Collect every line in the records below that contains the word "JSON".

Input data
=== Begin Enclosure ===

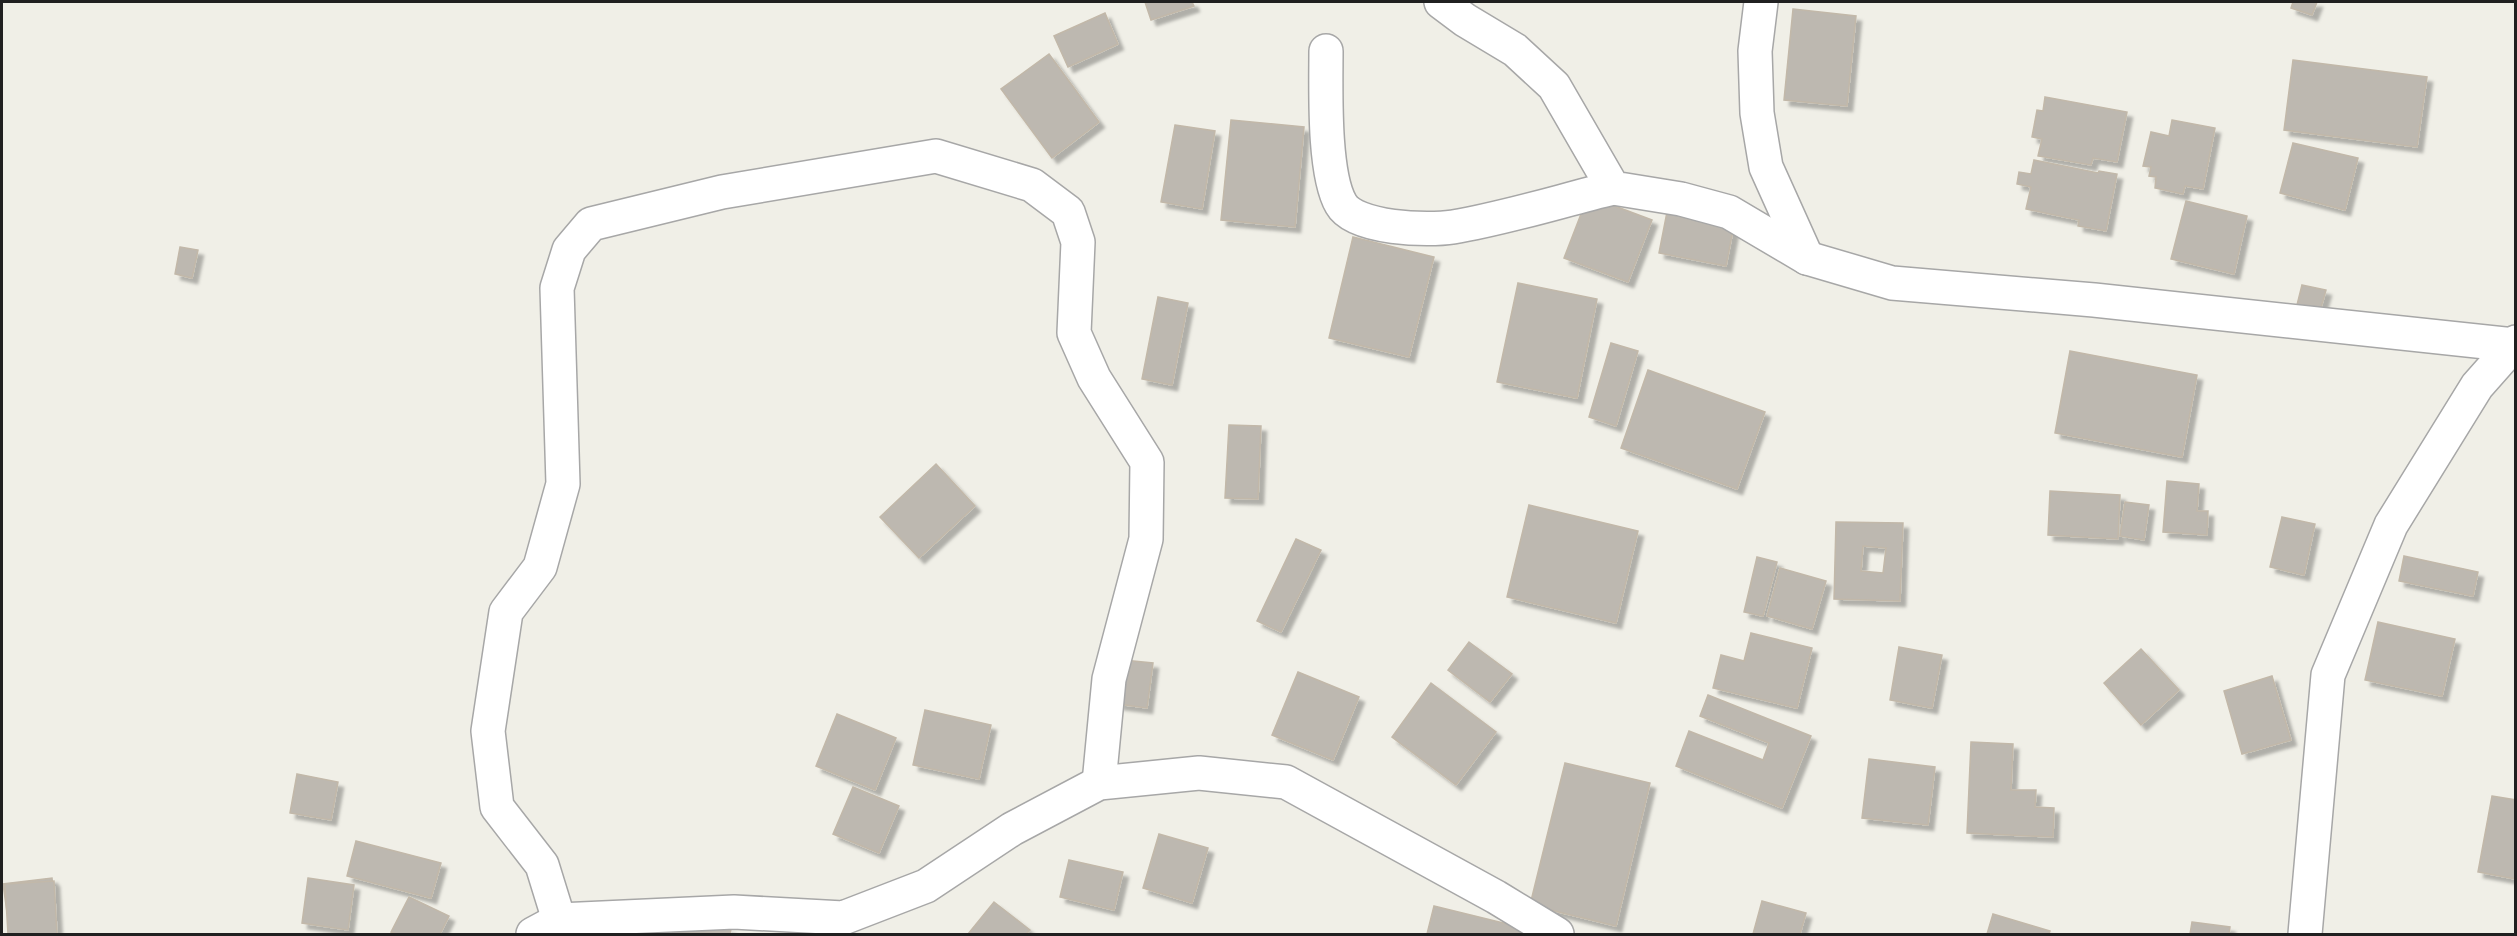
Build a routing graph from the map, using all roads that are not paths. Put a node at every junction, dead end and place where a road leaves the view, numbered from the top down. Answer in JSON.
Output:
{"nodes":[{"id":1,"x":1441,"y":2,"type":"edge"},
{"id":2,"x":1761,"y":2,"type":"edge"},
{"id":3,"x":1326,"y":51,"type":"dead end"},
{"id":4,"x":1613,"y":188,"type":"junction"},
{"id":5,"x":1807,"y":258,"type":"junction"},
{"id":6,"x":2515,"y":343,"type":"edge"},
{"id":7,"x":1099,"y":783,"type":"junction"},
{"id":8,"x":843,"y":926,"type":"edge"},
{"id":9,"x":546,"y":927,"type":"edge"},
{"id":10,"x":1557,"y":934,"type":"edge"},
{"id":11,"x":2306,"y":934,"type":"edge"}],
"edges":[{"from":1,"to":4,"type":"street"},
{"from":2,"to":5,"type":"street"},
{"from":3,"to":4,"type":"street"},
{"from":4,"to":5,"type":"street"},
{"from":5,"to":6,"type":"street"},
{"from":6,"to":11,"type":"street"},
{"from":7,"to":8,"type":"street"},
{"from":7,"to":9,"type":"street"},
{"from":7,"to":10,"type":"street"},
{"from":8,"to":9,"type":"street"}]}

=== End Enclosure ===
=== Begin Enclosure ===

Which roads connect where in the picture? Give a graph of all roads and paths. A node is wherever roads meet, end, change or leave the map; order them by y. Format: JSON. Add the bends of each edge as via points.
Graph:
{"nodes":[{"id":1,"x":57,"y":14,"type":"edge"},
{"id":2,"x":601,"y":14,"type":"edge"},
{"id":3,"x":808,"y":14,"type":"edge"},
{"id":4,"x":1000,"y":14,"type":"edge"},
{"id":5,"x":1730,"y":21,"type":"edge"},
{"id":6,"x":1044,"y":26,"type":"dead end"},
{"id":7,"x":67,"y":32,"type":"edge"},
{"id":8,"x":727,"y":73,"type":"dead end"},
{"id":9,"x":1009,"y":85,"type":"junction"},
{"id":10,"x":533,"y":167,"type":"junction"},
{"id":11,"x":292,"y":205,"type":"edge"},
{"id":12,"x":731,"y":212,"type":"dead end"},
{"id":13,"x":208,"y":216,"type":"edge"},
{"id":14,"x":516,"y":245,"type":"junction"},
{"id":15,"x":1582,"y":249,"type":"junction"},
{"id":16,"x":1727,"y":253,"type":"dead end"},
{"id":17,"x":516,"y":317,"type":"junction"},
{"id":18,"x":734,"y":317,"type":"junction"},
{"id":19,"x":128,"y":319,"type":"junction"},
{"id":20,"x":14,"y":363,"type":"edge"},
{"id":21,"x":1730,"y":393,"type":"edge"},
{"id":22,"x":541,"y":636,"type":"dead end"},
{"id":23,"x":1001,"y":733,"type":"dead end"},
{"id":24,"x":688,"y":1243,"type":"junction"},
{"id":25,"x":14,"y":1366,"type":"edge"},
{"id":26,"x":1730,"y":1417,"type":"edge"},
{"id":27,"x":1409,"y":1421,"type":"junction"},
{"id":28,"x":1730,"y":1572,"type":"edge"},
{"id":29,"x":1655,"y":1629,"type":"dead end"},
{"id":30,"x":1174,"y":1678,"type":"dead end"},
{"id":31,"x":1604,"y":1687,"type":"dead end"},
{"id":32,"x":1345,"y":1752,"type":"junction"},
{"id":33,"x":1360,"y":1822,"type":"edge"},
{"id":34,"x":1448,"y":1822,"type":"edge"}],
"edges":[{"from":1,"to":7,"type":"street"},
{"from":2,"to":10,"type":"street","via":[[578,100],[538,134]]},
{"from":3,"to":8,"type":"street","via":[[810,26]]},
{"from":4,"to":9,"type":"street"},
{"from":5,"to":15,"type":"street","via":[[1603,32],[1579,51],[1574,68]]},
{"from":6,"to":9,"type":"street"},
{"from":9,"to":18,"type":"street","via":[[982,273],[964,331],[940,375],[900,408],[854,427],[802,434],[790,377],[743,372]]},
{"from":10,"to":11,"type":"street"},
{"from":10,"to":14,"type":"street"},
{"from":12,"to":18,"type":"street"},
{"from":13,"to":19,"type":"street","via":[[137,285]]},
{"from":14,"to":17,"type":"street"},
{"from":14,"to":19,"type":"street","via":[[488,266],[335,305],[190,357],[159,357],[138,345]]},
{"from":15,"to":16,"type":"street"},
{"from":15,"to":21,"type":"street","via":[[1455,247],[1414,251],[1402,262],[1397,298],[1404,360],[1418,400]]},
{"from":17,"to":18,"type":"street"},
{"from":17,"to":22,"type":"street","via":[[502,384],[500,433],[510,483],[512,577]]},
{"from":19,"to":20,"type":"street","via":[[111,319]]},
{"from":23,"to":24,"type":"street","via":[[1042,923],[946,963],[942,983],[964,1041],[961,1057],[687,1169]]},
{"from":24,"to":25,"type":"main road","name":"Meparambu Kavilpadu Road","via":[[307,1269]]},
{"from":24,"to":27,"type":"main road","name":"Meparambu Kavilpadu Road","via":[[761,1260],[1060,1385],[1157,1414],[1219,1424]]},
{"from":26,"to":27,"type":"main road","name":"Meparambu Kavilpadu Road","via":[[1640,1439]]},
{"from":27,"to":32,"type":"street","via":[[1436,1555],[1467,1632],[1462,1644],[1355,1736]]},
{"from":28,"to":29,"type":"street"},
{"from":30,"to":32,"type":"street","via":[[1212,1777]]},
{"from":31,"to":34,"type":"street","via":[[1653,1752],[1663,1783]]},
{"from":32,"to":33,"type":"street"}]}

=== End Enclosure ===

Completed exercise
Build a routing graph from the map, using all roads that are not paths. Put a node at every junction, dead end and place where a road leaves the view, numbered from the top down. Answer in JSON.
Which roads connect where in the picture? Give a graph of all roads and paths. A node is wherever roads meet, end, change or leave the map; order them by y. Format: JSON. Add the bends of each edge as via points.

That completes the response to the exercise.